Telling Keith they were holding his mother hostage and would kill her if he revealed their plans, Keith kept mum even after being rescued by Superman. Keith shortly returned to try to rescue his mother, but learned that the Underworlders weren’t holding her hostage at all. Keith then managed to signal Superman (using glow-in-the-dark spray paint to mark a large “S”-shield), and told the Man of Steel what was going on. Superman, of course, promptly put a stop to the Underworlders’ plans.
Several years later, during the “Fall of Metropolis” storyline, Keith’s caretaker at the orphanage was killed (in “Man of Steel” #35) while protecting the children from a rampaging killer robot. Soon after, Keith met Alice White, the wife of “Daily Planet” editor Perry White. Alice took a liking to Keith, and soon managed to convince Perry that they should adopt the boy. Keith was reluctant at first, but soon afterwards, his mother passed away. After her funeral, Keith agreed to live with the Whites.
Like every other supporting character at the time in the Super-books, Keith was in attendance at the wedding of Lois Lane and Clark Kent in 1996’s “Superman: The Wedding Album.” Keith served as the happy couple’s ring-bearer.
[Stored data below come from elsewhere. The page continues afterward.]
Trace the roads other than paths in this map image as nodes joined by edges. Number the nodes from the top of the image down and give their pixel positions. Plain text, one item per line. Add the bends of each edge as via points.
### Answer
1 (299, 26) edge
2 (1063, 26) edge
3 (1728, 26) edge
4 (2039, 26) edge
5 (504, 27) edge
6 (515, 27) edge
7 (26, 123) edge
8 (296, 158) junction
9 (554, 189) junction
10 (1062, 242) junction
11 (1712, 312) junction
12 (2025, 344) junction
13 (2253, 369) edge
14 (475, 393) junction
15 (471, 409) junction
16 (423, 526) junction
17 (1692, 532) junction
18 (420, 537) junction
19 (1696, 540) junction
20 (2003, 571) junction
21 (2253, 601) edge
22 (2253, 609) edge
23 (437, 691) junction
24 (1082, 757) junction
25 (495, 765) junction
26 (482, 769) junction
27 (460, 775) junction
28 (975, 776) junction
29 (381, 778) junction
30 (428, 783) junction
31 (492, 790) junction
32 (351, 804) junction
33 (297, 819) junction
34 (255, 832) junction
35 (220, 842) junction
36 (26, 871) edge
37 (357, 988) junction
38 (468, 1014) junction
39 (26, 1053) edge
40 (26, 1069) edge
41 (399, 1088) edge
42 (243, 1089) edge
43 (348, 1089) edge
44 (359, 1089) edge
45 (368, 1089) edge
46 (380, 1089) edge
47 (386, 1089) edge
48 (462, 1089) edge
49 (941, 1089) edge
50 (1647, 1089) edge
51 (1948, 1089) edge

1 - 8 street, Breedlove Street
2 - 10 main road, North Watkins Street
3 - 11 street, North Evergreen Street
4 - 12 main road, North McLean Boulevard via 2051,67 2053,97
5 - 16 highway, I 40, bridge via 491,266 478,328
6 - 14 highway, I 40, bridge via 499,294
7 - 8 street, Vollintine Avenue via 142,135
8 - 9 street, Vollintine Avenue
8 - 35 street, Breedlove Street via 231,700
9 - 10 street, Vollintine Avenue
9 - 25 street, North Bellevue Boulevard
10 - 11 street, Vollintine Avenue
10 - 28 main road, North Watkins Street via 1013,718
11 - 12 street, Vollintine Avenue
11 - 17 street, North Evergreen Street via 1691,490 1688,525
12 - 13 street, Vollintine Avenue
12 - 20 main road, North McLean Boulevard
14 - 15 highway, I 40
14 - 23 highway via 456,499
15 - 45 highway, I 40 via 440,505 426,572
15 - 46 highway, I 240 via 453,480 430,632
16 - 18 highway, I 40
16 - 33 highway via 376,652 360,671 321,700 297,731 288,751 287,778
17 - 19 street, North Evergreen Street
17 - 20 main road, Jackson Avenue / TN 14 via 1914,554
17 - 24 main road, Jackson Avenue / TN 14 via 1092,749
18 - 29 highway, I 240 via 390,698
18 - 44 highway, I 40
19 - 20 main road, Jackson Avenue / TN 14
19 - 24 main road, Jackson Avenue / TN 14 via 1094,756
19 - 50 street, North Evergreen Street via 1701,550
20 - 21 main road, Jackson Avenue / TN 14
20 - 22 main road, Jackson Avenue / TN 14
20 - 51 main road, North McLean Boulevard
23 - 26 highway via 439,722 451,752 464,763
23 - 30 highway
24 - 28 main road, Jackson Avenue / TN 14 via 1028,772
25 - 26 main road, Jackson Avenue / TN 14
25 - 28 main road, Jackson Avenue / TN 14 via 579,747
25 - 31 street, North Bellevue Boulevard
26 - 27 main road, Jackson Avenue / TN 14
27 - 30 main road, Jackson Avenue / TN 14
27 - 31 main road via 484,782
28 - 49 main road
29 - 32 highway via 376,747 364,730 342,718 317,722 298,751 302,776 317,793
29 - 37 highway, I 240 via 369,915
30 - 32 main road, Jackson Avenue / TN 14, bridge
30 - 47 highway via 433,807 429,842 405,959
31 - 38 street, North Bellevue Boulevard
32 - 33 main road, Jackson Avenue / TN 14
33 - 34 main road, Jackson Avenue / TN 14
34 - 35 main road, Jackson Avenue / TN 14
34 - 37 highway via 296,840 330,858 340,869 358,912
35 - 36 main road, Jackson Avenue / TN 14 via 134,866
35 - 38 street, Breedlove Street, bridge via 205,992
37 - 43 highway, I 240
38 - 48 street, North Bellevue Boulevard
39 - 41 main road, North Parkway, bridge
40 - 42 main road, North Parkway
Keith seemed forgotten by Superman writers after the 90s; he didn’t appear in 2000s stories. However, Keith put in one more appearance in 2011’s “Superman 80-Page Giant 2011” #1. Kevin’s shown as old enough to leave Metropolis to strike out on his own, which depresses Perry. Presumably, Keith, like Charlie Brown’s younger sister Sally, fell victim to the selective rapid aging sometimes seen in fiction.
From what I can tell, this is Keith’s final appearance to date. Soon after came DC’s New 52 reboot, which wiped out all previous Superman storylines (save somehow “The Death of Superman”). Given the great number of changes the New 52 wrought, it’s hard to tell if or when Kevin will return.